Lithium salts had been used for a while, as a first-line treatment for bipolar disorder. In ancient times, doctors would send their mentally ill patients to drink from "alkali springs" as a treatment. They did not know it, but they were really prescribing lithium, which was present in high concentration in the waters. The therapeutic effect of lithium salts appears to be entirely due to the lithium ion, Li+.
Its exact mechanism of action is uncertain, although there are several possibilities such as inhibition of inositol monophosphatase, modulation of G proteins or regulation of gene expression for growth factors and neuronal plasticity. There is strong evidence for its effectiveness in acute treatment and prevention of recurrence of mania. It can also be effective in bipolar depression, although the evidence is not as strong. It is also effective in reducing the risk of suicide in patients with mood disorders.
Potential side effects from lithium include gastrointestinal upset, tremor, sedation, excessive thirst, frequent urination, cognitive problems, impaired motor coordination, hair loss, and acne. Excessive levels of lithium can be harmful to the kidneys, and increase the risk of side effects in general. As a result, kidney function and blood levels of lithium are monitored in patients being treated with lithium. Therapeutic plasma levels of lithium range of 0.5–1.5 mEq/L, with levels of 0.8 or higher being desirable in acute mania.
Lithium levels should be above 0.6 mEq/L to reduce both manic and depressive episodes in patients.
Monitoring is generally more frequent when lithium is being initiated, and the frequency can be decreased once a patient is stabilized on a given dose. Thyroid hormones should also be monitored periodically, as lithium can increase the risk of hypothyroidism.
A number of anti-convulsant drugs are used as mood stabilizers, and the suspected mechanism is related to the theory that mania can "kindle" further mania, similar to the kindling model of seizures. Valproic acid, or valproate, was one of the first anti-convulsants tested for use in bipolar disorder. It has proven to be effective for treating acute mania. The mania prevention and antidepressant effects of valproic acid have not been well demonstrated. Valproic acid is less effective than lithium at preventing and treating depressive episodes.
Carbamazepine was the first anti-convulsant shown to be effective for treating bipolar mania. It has not been extensively studied in bipolar depression. It is generally considered a second-line agent due to its side effect profile. Lamotrigine is considered a first-line agent for the treatment of bipolar depression. It is effective in preventing the recurrence of both mania and depression, but it has not proved useful in treating acute mania.

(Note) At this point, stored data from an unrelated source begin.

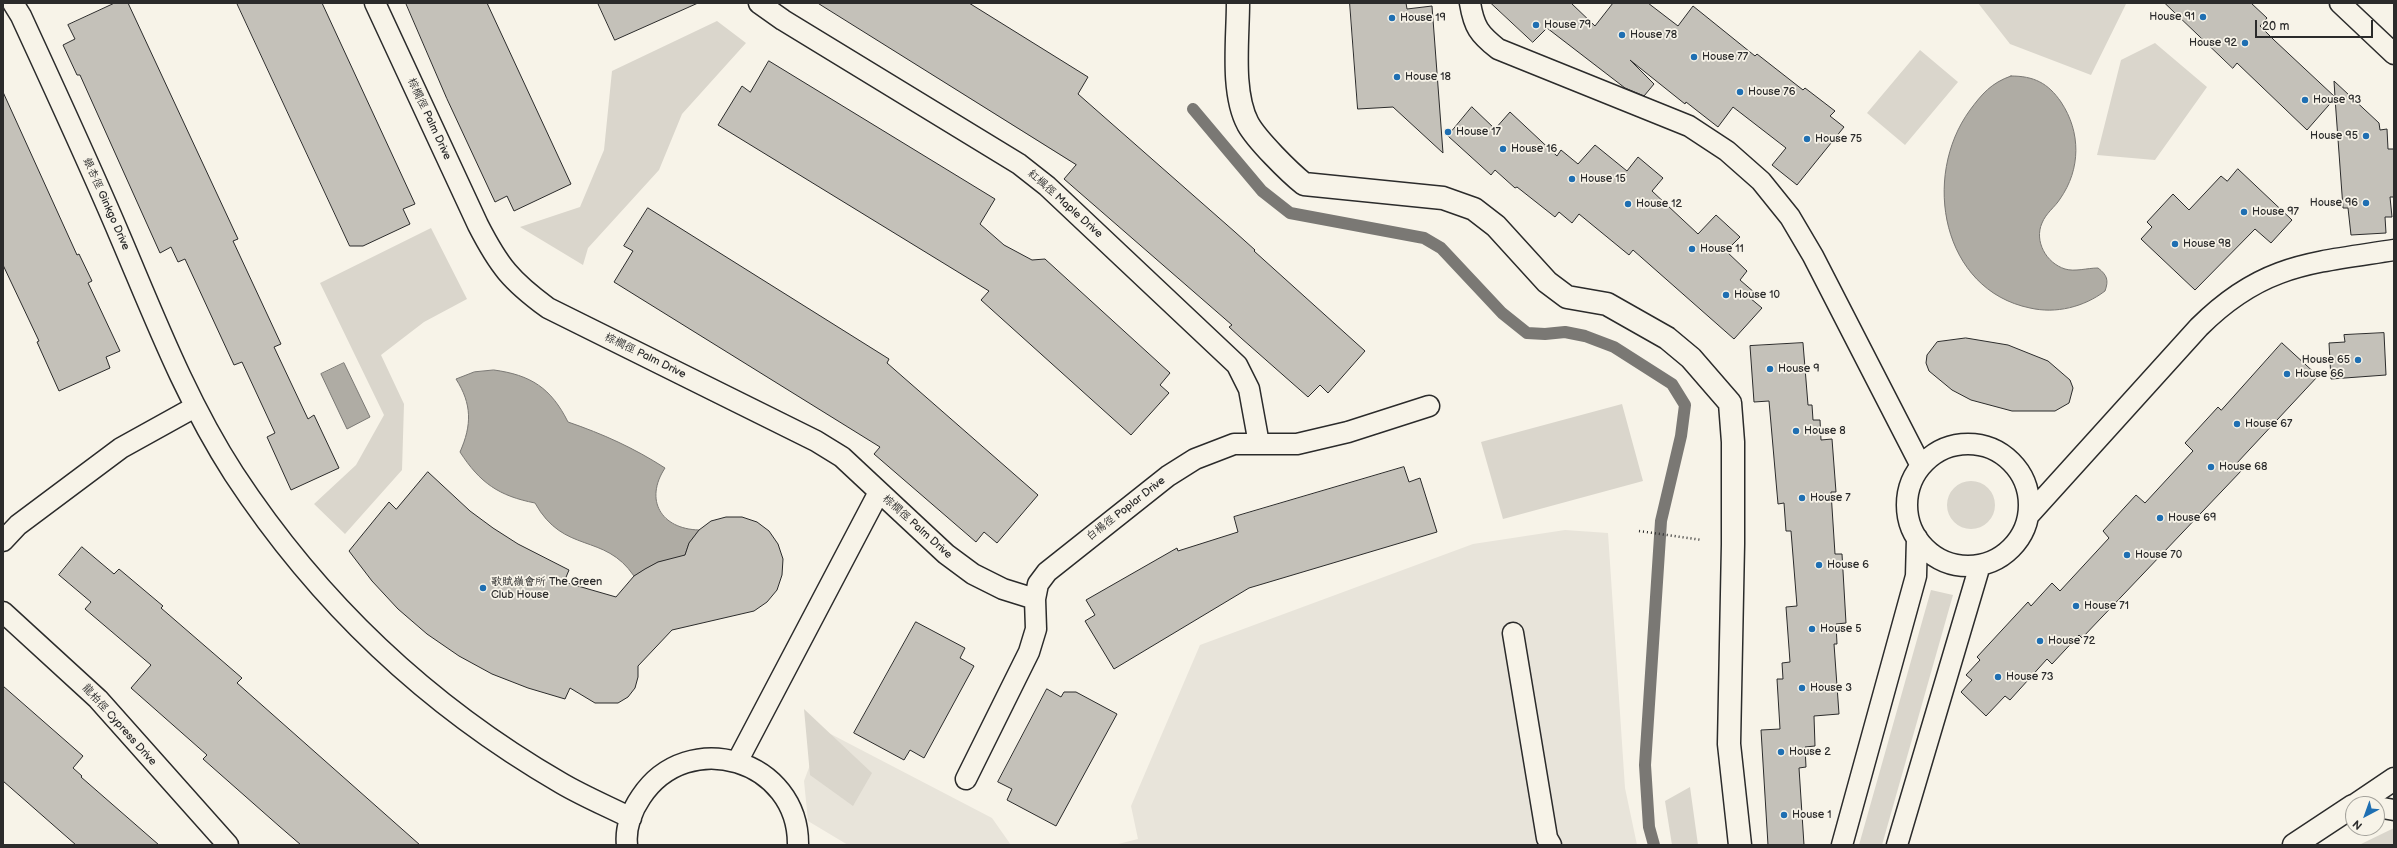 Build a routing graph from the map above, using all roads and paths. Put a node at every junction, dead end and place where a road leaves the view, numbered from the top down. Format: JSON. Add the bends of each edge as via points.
{"nodes":[{"id":1,"x":13,"y":3,"type":"edge"},
{"id":2,"x":375,"y":3,"type":"edge"},
{"id":3,"x":759,"y":3,"type":"edge"},
{"id":4,"x":1238,"y":3,"type":"edge"},
{"id":5,"x":1470,"y":3,"type":"edge"},
{"id":6,"x":2340,"y":3,"type":"edge"},
{"id":7,"x":2394,"y":54,"type":"edge"},
{"id":8,"x":2394,"y":250,"type":"edge"},
{"id":9,"x":195,"y":406,"type":"junction"},
{"id":10,"x":1429,"y":406,"type":"dead end"},
{"id":11,"x":1259,"y":444,"type":"junction"},
{"id":12,"x":1921,"y":466,"type":"junction"},
{"id":13,"x":879,"y":492,"type":"junction"},
{"id":14,"x":2028,"y":516,"type":"junction"},
{"id":15,"x":1639,"y":532,"type":"dead end"},
{"id":16,"x":1917,"y":538,"type":"junction"},
{"id":17,"x":3,"y":541,"type":"edge"},
{"id":18,"x":1733,"y":544,"type":"junction"},
{"id":19,"x":1980,"y":565,"type":"junction"},
{"id":20,"x":1035,"y":599,"type":"junction"},
{"id":21,"x":3,"y":612,"type":"edge"},
{"id":22,"x":1513,"y":633,"type":"dead end"},
{"id":23,"x":737,"y":762,"type":"junction"},
{"id":24,"x":966,"y":779,"type":"dead end"},
{"id":25,"x":2394,"y":779,"type":"edge"},
{"id":26,"x":2369,"y":796,"type":"edge"},
{"id":27,"x":2345,"y":811,"type":"edge"},
{"id":28,"x":631,"y":818,"type":"junction"},
{"id":29,"x":228,"y":845,"type":"edge"},
{"id":30,"x":627,"y":845,"type":"edge"},
{"id":31,"x":798,"y":845,"type":"edge"},
{"id":32,"x":1551,"y":845,"type":"edge"},
{"id":33,"x":1740,"y":845,"type":"edge"},
{"id":34,"x":1842,"y":845,"type":"edge"},
{"id":35,"x":1897,"y":845,"type":"edge"},
{"id":36,"x":2294,"y":845,"type":"edge"}],
"edges":[{"from":1,"to":9,"type":"lane","name":"銀杏徑 Ginkgo Drive","via":[[100,190],[168,350]]},
{"from":2,"to":13,"type":"lane","name":"棕櫚徑 Palm Drive","via":[[481,232],[495,258],[519,286],[548,308],[816,442],[842,458]]},
{"from":3,"to":11,"type":"lane","name":"紅楓徑 Maple Drive","via":[[1018,164],[1047,186],[1237,365],[1249,389]]},
{"from":4,"to":18,"type":"street","via":[[1239,93],[1248,124],[1288,171],[1304,184],[1443,198],[1474,209],[1496,226],[1547,282],[1567,297],[1607,304],[1667,338],[1691,358],[1730,402],[1733,442]]},
{"from":5,"to":12,"type":"lane","via":[[1475,26],[1484,38],[1498,49],[1689,126],[1727,151],[1761,182],[1790,217],[1813,256]]},
{"from":6,"to":7,"type":"lane"},
{"from":8,"to":14,"type":"lane","via":[[2313,262],[2287,269],[2239,292],[2199,327]]},
{"from":9,"to":17,"type":"lane","via":[[121,448],[18,525]]},
{"from":9,"to":28,"type":"lane","name":"銀杏徑 Ginkgo Drive","via":[[233,472],[277,535],[325,594],[378,649],[436,699],[498,744],[550,776]]},
{"from":10,"to":11,"type":"lane","name":"白楊徑 Poplar Drive","via":[[1348,432],[1297,444]]},
{"from":11,"to":20,"type":"lane","name":"白楊徑 Poplar Drive","via":[[1234,444],[1195,459],[1168,476],[1047,572],[1038,584]]},
{"from":12,"to":14,"type":"lane","via":[[1933,455],[1948,447],[1964,444],[1981,446],[1997,452],[2011,462],[2021,475],[2028,491]]},
{"from":12,"to":16,"type":"lane","via":[[1906,498],[1908,515]]},
{"from":13,"to":20,"type":"lane","name":"棕櫚徑 Palm Drive","via":[[946,554],[973,574],[1003,589]]},
{"from":13,"to":23,"type":"lane"},
{"from":14,"to":19,"type":"lane","via":[[2025,528],[2012,548],[1991,562]]},
{"from":15,"to":18,"type":"path"},
{"from":16,"to":19,"type":"lane","via":[[1923,547],[1937,558],[1955,565]]},
{"from":16,"to":34,"type":"lane","via":[[1916,576]]},
{"from":18,"to":33,"type":"street","via":[[1729,744]]},
{"from":19,"to":35,"type":"lane"},
{"from":20,"to":24,"type":"lane","name":"白楊徑 Poplar Drive","via":[[1036,629],[1029,652]]},
{"from":21,"to":29,"type":"lane","name":"龍柏徑 Cypress Drive","via":[[98,699]]},
{"from":22,"to":32,"type":"lane","via":[[1547,838]]},
{"from":23,"to":28,"type":"lane","via":[[726,758],[699,758],[673,766],[649,785],[632,809]]},
{"from":23,"to":31,"type":"lane","via":[[752,767],[773,783],[782,794],[790,805],[798,831]]},
{"from":25,"to":26,"type":"street"},
{"from":27,"to":36,"type":"street"},
{"from":28,"to":30,"type":"lane","via":[[626,838]]}]} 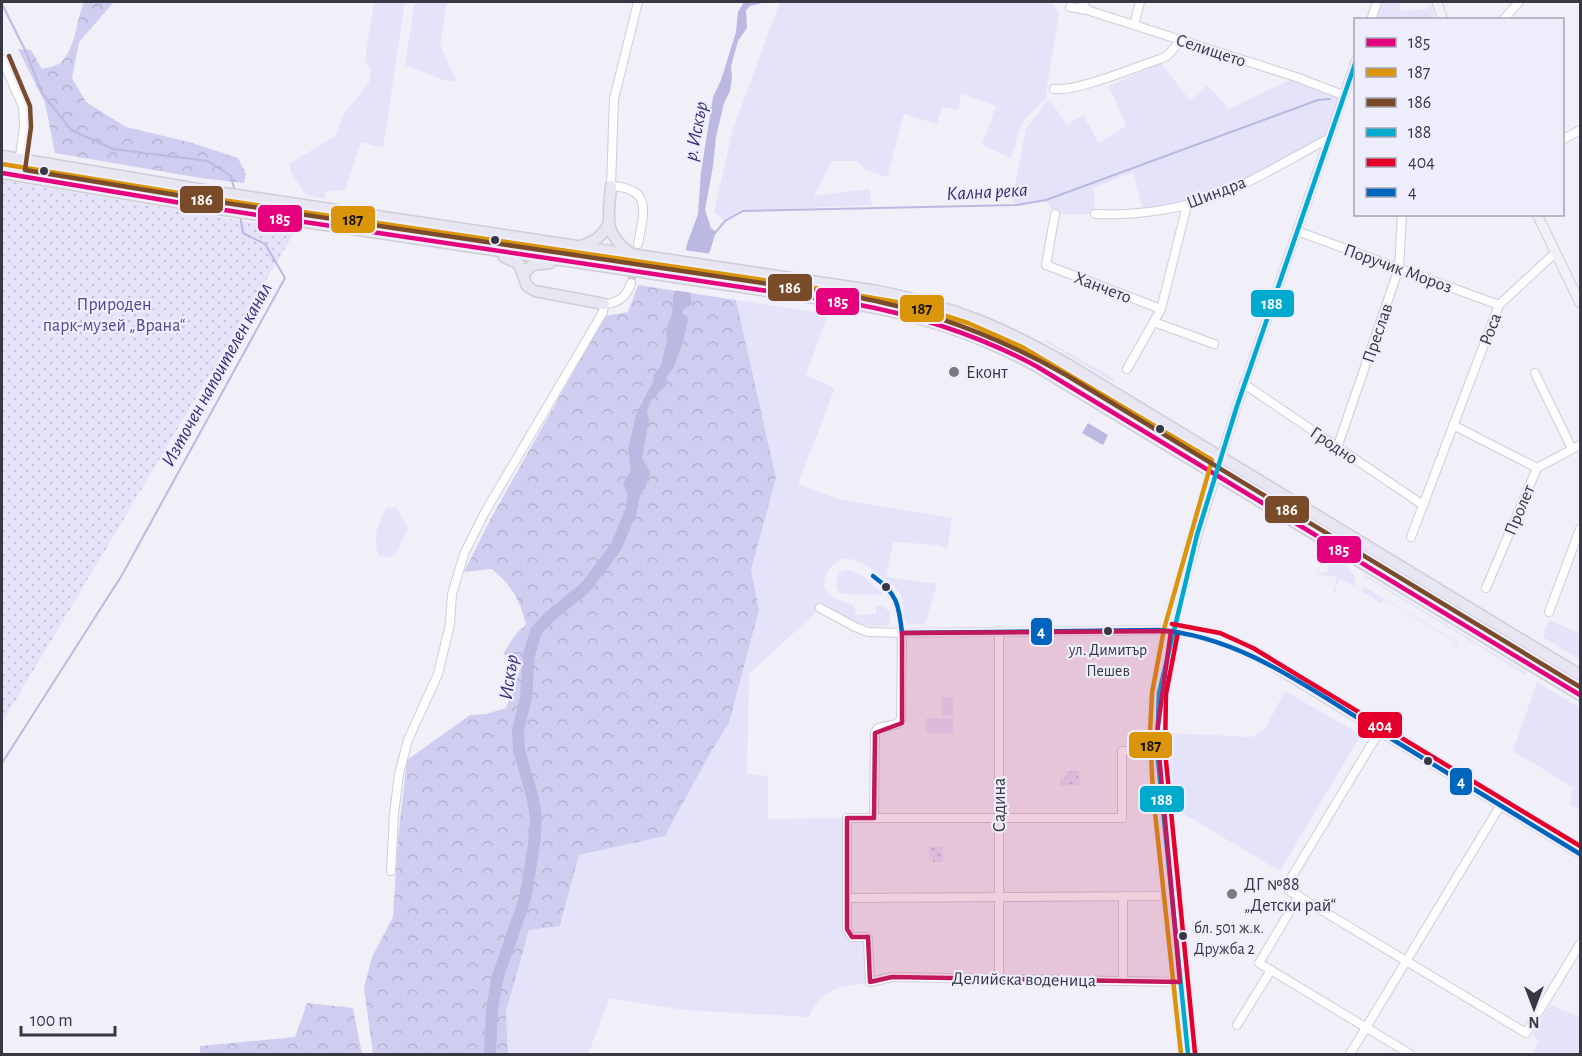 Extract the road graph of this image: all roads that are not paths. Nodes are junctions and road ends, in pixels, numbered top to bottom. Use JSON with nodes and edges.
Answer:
{"nodes":[{"id":1,"x":638,"y":2,"type":"edge"},
{"id":2,"x":1082,"y":2,"type":"edge"},
{"id":3,"x":1140,"y":2,"type":"edge"},
{"id":4,"x":1376,"y":2,"type":"edge"},
{"id":5,"x":1437,"y":2,"type":"edge"},
{"id":6,"x":1519,"y":2,"type":"edge"},
{"id":7,"x":1070,"y":7,"type":"dead end"},
{"id":8,"x":1088,"y":10,"type":"junction"},
{"id":9,"x":1372,"y":18,"type":"edge"},
{"id":10,"x":1442,"y":18,"type":"edge"},
{"id":11,"x":1505,"y":18,"type":"edge"},
{"id":12,"x":1134,"y":26,"type":"junction"},
{"id":13,"x":1181,"y":40,"type":"junction"},
{"id":14,"x":2,"y":59,"type":"edge"},
{"id":15,"x":1354,"y":65,"type":"edge"},
{"id":16,"x":1054,"y":89,"type":"dead end"},
{"id":17,"x":1342,"y":95,"type":"junction"},
{"id":18,"x":1581,"y":130,"type":"edge"},
{"id":19,"x":1328,"y":139,"type":"junction"},
{"id":20,"x":1564,"y":139,"type":"edge"},
{"id":21,"x":2,"y":156,"type":"edge"},
{"id":22,"x":20,"y":159,"type":"junction"},
{"id":23,"x":2,"y":173,"type":"edge"},
{"id":24,"x":17,"y":176,"type":"junction"},
{"id":25,"x":611,"y":186,"type":"junction"},
{"id":26,"x":1187,"y":206,"type":"junction"},
{"id":27,"x":1055,"y":214,"type":"dead end"},
{"id":28,"x":1095,"y":214,"type":"dead end"},
{"id":29,"x":1402,"y":216,"type":"edge"},
{"id":30,"x":1538,"y":216,"type":"edge"},
{"id":31,"x":609,"y":223,"type":"junction"},
{"id":32,"x":1298,"y":231,"type":"junction"},
{"id":33,"x":638,"y":244,"type":"tunnel mouth"},
{"id":34,"x":580,"y":246,"type":"junction"},
{"id":35,"x":469,"y":247,"type":"junction"},
{"id":36,"x":1555,"y":253,"type":"junction"},
{"id":37,"x":632,"y":254,"type":"junction"},
{"id":38,"x":572,"y":262,"type":"junction"},
{"id":39,"x":1399,"y":268,"type":"junction"},
{"id":40,"x":524,"y":274,"type":"junction"},
{"id":41,"x":631,"y":283,"type":"tunnel mouth"},
{"id":42,"x":1581,"y":303,"type":"edge"},
{"id":43,"x":604,"y":304,"type":"junction"},
{"id":44,"x":1499,"y":305,"type":"junction"},
{"id":45,"x":1161,"y":309,"type":"junction"},
{"id":46,"x":1154,"y":321,"type":"junction"},
{"id":47,"x":1214,"y":344,"type":"dead end"},
{"id":48,"x":1127,"y":369,"type":"dead end"},
{"id":49,"x":1535,"y":373,"type":"dead end"},
{"id":50,"x":1244,"y":384,"type":"junction"},
{"id":51,"x":1453,"y":425,"type":"junction"},
{"id":52,"x":1581,"y":445,"type":"edge"},
{"id":53,"x":1337,"y":448,"type":"junction"},
{"id":54,"x":1572,"y":449,"type":"junction"},
{"id":55,"x":1221,"y":457,"type":"junction"},
{"id":56,"x":1537,"y":468,"type":"junction"},
{"id":57,"x":1216,"y":475,"type":"junction"},
{"id":58,"x":1423,"y":505,"type":"junction"},
{"id":59,"x":1581,"y":529,"type":"edge"},
{"id":60,"x":1411,"y":537,"type":"dead end"},
{"id":61,"x":1486,"y":588,"type":"dead end"},
{"id":62,"x":820,"y":608,"type":"dead end"},
{"id":63,"x":1550,"y":612,"type":"dead end"},
{"id":64,"x":999,"y":631,"type":"junction"},
{"id":65,"x":1171,"y":631,"type":"junction"},
{"id":66,"x":902,"y":633,"type":"junction"},
{"id":67,"x":1581,"y":675,"type":"edge"},
{"id":68,"x":1581,"y":695,"type":"edge"},
{"id":69,"x":1379,"y":732,"type":"junction"},
{"id":70,"x":1158,"y":751,"type":"junction"},
{"id":71,"x":1500,"y":806,"type":"junction"},
{"id":72,"x":874,"y":818,"type":"junction"},
{"id":73,"x":999,"y":818,"type":"junction"},
{"id":74,"x":1581,"y":854,"type":"edge"},
{"id":75,"x":391,"y":871,"type":"dead end"},
{"id":76,"x":1123,"y":896,"type":"junction"},
{"id":77,"x":1172,"y":896,"type":"junction"},
{"id":78,"x":1299,"y":896,"type":"junction"},
{"id":79,"x":999,"y":897,"type":"junction"},
{"id":80,"x":847,"y":898,"type":"junction"},
{"id":81,"x":1581,"y":944,"type":"edge"},
{"id":82,"x":1407,"y":960,"type":"junction"},
{"id":83,"x":1271,"y":970,"type":"junction"},
{"id":84,"x":999,"y":978,"type":"junction"},
{"id":85,"x":1123,"y":981,"type":"junction"},
{"id":86,"x":1180,"y":982,"type":"junction"},
{"id":87,"x":1237,"y":1025,"type":"dead end"},
{"id":88,"x":1366,"y":1028,"type":"junction"},
{"id":89,"x":1188,"y":1054,"type":"edge"},
{"id":90,"x":1350,"y":1054,"type":"edge"},
{"id":91,"x":1410,"y":1054,"type":"edge"}],
"edges":[{"from":1,"to":25,"type":"street"},
{"from":2,"to":8,"type":"street"},
{"from":3,"to":12,"type":"street"},
{"from":4,"to":9,"type":"street"},
{"from":5,"to":10,"type":"main road"},
{"from":6,"to":11,"type":"street"},
{"from":7,"to":8,"type":"street","name":"Селището"},
{"from":8,"to":12,"type":"street","name":"Селището"},
{"from":12,"to":13,"type":"street","name":"Селището"},
{"from":13,"to":16,"type":"street"},
{"from":13,"to":17,"type":"street","name":"Селището"},
{"from":14,"to":22,"type":"street"},
{"from":15,"to":17,"type":"street"},
{"from":17,"to":19,"type":"street"},
{"from":18,"to":20,"type":"street"},
{"from":19,"to":26,"type":"street","name":"Шиндра"},
{"from":19,"to":32,"type":"street"},
{"from":21,"to":22,"type":"highway"},
{"from":22,"to":24,"type":"street"},
{"from":22,"to":34,"type":"highway"},
{"from":23,"to":24,"type":"highway"},
{"from":24,"to":35,"type":"highway"},
{"from":25,"to":31,"type":"highway"},
{"from":25,"to":33,"type":"street"},
{"from":26,"to":28,"type":"street","name":"Шиндра"},
{"from":26,"to":45,"type":"street"},
{"from":27,"to":45,"type":"street","name":"Ханчето"},
{"from":29,"to":39,"type":"street","name":"Преслав"},
{"from":30,"to":36,"type":"main road"},
{"from":31,"to":34,"type":"highway"},
{"from":31,"to":37,"type":"highway"},
{"from":32,"to":39,"type":"street","name":"Поручик Мороз"},
{"from":32,"to":50,"type":"street"},
{"from":34,"to":37,"type":"highway"},
{"from":35,"to":38,"type":"highway"},
{"from":35,"to":40,"type":"highway"},
{"from":36,"to":42,"type":"main road"},
{"from":36,"to":44,"type":"street","name":"Роса"},
{"from":37,"to":55,"type":"highway"},
{"from":38,"to":40,"type":"highway"},
{"from":38,"to":57,"type":"highway"},
{"from":39,"to":44,"type":"street","name":"Поручик Мороз"},
{"from":39,"to":53,"type":"street","name":"Преслав"},
{"from":40,"to":43,"type":"highway"},
{"from":41,"to":43,"type":"street"},
{"from":43,"to":75,"type":"street"},
{"from":44,"to":51,"type":"street","name":"Роса"},
{"from":45,"to":46,"type":"street"},
{"from":46,"to":47,"type":"street"},
{"from":46,"to":48,"type":"street"},
{"from":49,"to":54,"type":"street"},
{"from":50,"to":53,"type":"street","name":"Гродно"},
{"from":50,"to":55,"type":"street"},
{"from":51,"to":56,"type":"street"},
{"from":51,"to":58,"type":"street","name":"Роса"},
{"from":52,"to":54,"type":"street","name":"Пролет"},
{"from":53,"to":58,"type":"street","name":"Гродно"},
{"from":54,"to":56,"type":"street","name":"Пролет"},
{"from":55,"to":57,"type":"main road"},
{"from":55,"to":67,"type":"highway"},
{"from":56,"to":61,"type":"street","name":"Пролет"},
{"from":57,"to":65,"type":"main road"},
{"from":57,"to":68,"type":"highway"},
{"from":58,"to":60,"type":"street","name":"Роса"},
{"from":59,"to":63,"type":"street"},
{"from":62,"to":66,"type":"street"},
{"from":64,"to":65,"type":"street"},
{"from":64,"to":66,"type":"street"},
{"from":64,"to":73,"type":"street","name":"Садина"},
{"from":65,"to":69,"type":"street"},
{"from":65,"to":70,"type":"main road"},
{"from":66,"to":72,"type":"street"},
{"from":69,"to":71,"type":"street"},
{"from":69,"to":78,"type":"street"},
{"from":70,"to":73,"type":"street"},
{"from":70,"to":77,"type":"main road"},
{"from":71,"to":74,"type":"street"},
{"from":71,"to":82,"type":"street"},
{"from":72,"to":73,"type":"street"},
{"from":72,"to":80,"type":"street"},
{"from":73,"to":79,"type":"street","name":"Садина"},
{"from":76,"to":77,"type":"street"},
{"from":76,"to":79,"type":"street"},
{"from":76,"to":85,"type":"street"},
{"from":77,"to":86,"type":"main road"},
{"from":78,"to":82,"type":"street"},
{"from":78,"to":83,"type":"street"},
{"from":79,"to":80,"type":"street"},
{"from":79,"to":84,"type":"street","name":"Садина"},
{"from":80,"to":84,"type":"street","name":"Делийска воденица"},
{"from":81,"to":82,"type":"street"},
{"from":82,"to":88,"type":"street"},
{"from":83,"to":87,"type":"street"},
{"from":83,"to":88,"type":"street"},
{"from":84,"to":85,"type":"street","name":"Делийска воденица"},
{"from":85,"to":86,"type":"street","name":"Делийска воденица"},
{"from":86,"to":89,"type":"main road"},
{"from":88,"to":90,"type":"street"},
{"from":88,"to":91,"type":"street"}]}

Zonisamide (trade name Zonegran), another anti-convulsant, also may show promise in treating bipolar depression. Various other anti-convulsants have been tested in bipolar disorder, but there is little evidence of their effectiveness. Other anti-convulsants effective in some cases and being studied closer include phenytoin, levetiracetam, pregabalin and valnoctamide.
Each anti-convulsant agent has a unique side-effect profile. Valproic acid can frequently cause sedation or gastrointestinal upset, which can be minimized by giving the related drug divalproex, which is available in an enteric-coated tablet. These side effects tend to disappear over time. According to studies conducted in Finland in patients with epilepsy, valproate may increase testosterone levels in teenage girls and produce polycystic ovary syndrome in women who began taking the medication before age 20. Increased testosterone can lead to polycystic ovary syndrome with irregular or absent menses, obesity, and abnormal growth of hair. Therefore, young female patients taking valproate should be monitored carefully by a physician. Excessive levels of valproate can lead to impaired liver function, and liver enzymes and serum valproate level, with a target of 50–125 µg/L, should be monitored periodically.
Side effects of carbamazepine include blurred vision, double vision, ataxia, weight gain, nausea, and fatigue, as well as some rare but serious side effects such as blood dyscrasias, pancreatitis, exfoliative dermatitis, and hepatic failure. Monitoring of liver enzymes, platelets, and blood cell counts are recommended.
Atypical antipsychotic drugs
Antipsychotics work best in the manic phase of bipolar disorder. Second-generation or atypical antipsychotics (including aripiprazole, olanzapine, quetiapine, paliperidone, risperidone, and ziprasidone) have emerged as effective mood stabilizers. The evidence for this is fairly recent, as in 2003 the American Psychiatric Press noted that atypical anti-psychotics should be used as adjuncts to other anti-manic drugs because their mood stabilizing properties had not been well established. The mechanism is not well known, but may be related to effects on glutamate activity. Several studies have shown atypical antipsychotics to be effective both as single-agent and adjunctive treatments. Antidepressant effectiveness varies, which may be related to different serotonergic and dopaminergic receptor binding profiles. Quetiapine and the combination of olanzapine and fluoxetine have both demonstrated effectiveness in bipolar depression.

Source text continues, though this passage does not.